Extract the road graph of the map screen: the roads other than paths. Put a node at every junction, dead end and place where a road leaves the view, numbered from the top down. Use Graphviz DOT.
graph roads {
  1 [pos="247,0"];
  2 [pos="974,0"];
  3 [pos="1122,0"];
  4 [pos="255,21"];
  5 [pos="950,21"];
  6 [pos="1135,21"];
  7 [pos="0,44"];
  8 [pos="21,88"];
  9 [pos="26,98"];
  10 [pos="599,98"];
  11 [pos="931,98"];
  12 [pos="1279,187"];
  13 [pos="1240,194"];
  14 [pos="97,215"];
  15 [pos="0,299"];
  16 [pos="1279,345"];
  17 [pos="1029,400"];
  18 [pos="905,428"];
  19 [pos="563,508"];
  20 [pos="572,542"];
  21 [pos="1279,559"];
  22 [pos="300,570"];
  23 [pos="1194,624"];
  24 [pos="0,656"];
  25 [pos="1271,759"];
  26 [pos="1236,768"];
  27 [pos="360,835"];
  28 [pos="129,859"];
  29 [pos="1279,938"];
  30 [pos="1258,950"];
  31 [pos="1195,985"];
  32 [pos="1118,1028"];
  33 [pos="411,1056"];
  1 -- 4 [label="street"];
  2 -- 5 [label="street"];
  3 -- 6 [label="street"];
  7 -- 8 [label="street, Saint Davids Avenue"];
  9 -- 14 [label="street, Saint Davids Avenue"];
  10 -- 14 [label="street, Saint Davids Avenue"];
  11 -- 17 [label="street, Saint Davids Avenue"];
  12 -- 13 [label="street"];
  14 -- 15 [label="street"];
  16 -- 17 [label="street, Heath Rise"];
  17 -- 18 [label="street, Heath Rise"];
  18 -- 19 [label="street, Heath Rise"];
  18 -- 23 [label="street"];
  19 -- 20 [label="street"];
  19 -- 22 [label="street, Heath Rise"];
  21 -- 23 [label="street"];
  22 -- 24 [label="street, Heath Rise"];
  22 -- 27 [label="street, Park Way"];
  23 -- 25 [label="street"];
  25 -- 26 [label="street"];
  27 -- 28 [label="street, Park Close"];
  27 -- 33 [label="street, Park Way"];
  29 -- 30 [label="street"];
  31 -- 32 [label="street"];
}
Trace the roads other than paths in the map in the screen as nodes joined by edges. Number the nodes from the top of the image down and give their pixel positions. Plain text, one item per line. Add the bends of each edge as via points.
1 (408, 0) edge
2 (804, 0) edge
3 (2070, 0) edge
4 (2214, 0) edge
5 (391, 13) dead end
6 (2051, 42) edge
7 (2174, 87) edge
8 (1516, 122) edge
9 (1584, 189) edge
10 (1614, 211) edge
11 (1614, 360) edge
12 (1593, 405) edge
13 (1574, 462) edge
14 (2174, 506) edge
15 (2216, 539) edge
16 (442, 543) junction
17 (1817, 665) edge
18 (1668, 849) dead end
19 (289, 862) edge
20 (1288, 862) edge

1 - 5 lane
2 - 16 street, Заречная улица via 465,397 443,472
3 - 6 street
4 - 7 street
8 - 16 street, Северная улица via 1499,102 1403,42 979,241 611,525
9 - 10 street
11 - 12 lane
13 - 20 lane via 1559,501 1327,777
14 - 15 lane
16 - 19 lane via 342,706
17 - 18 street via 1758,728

::::

● **Prompt**:
The reply should be a precise retyping of all the data.

● **Written solution**:
Extract the road graph of the map screen: the roads other than paths. Put a node at every junction, dead end and place where a road leaves the view, numbered from the top down. Use Graphviz DOT.
graph roads {
  1 [pos="247,0"];
  2 [pos="974,0"];
  3 [pos="1122,0"];
  4 [pos="255,21"];
  5 [pos="950,21"];
  6 [pos="1135,21"];
  7 [pos="0,44"];
  8 [pos="21,88"];
  9 [pos="26,98"];
  10 [pos="599,98"];
  11 [pos="931,98"];
  12 [pos="1279,187"];
  13 [pos="1240,194"];
  14 [pos="97,215"];
  15 [pos="0,299"];
  16 [pos="1279,345"];
  17 [pos="1029,400"];
  18 [pos="905,428"];
  19 [pos="563,508"];
  20 [pos="572,542"];
  21 [pos="1279,559"];
  22 [pos="300,570"];
  23 [pos="1194,624"];
  24 [pos="0,656"];
  25 [pos="1271,759"];
  26 [pos="1236,768"];
  27 [pos="360,835"];
  28 [pos="129,859"];
  29 [pos="1279,938"];
  30 [pos="1258,950"];
  31 [pos="1195,985"];
  32 [pos="1118,1028"];
  33 [pos="411,1056"];
  1 -- 4 [label="street"];
  2 -- 5 [label="street"];
  3 -- 6 [label="street"];
  7 -- 8 [label="street, Saint Davids Avenue"];
  9 -- 14 [label="street, Saint Davids Avenue"];
  10 -- 14 [label="street, Saint Davids Avenue"];
  11 -- 17 [label="street, Saint Davids Avenue"];
  12 -- 13 [label="street"];
  14 -- 15 [label="street"];
  16 -- 17 [label="street, Heath Rise"];
  17 -- 18 [label="street, Heath Rise"];
  18 -- 19 [label="street, Heath Rise"];
  18 -- 23 [label="street"];
  19 -- 20 [label="street"];
  19 -- 22 [label="street, Heath Rise"];
  21 -- 23 [label="street"];
  22 -- 24 [label="street, Heath Rise"];
  22 -- 27 [label="street, Park Way"];
  23 -- 25 [label="street"];
  25 -- 26 [label="street"];
  27 -- 28 [label="street, Park Close"];
  27 -- 33 [label="street, Park Way"];
  29 -- 30 [label="street"];
  31 -- 32 [label="street"];
}
Trace the roads other than paths in the map in the screen as nodes joined by edges. Number the nodes from the top of the image down and give their pixel positions. Plain text, one item per line. Add the bends of each edge as via points.
1 (408, 0) edge
2 (804, 0) edge
3 (2070, 0) edge
4 (2214, 0) edge
5 (391, 13) dead end
6 (2051, 42) edge
7 (2174, 87) edge
8 (1516, 122) edge
9 (1584, 189) edge
10 (1614, 211) edge
11 (1614, 360) edge
12 (1593, 405) edge
13 (1574, 462) edge
14 (2174, 506) edge
15 (2216, 539) edge
16 (442, 543) junction
17 (1817, 665) edge
18 (1668, 849) dead end
19 (289, 862) edge
20 (1288, 862) edge

1 - 5 lane
2 - 16 street, Заречная улица via 465,397 443,472
3 - 6 street
4 - 7 street
8 - 16 street, Северная улица via 1499,102 1403,42 979,241 611,525
9 - 10 street
11 - 12 lane
13 - 20 lane via 1559,501 1327,777
14 - 15 lane
16 - 19 lane via 342,706
17 - 18 street via 1758,728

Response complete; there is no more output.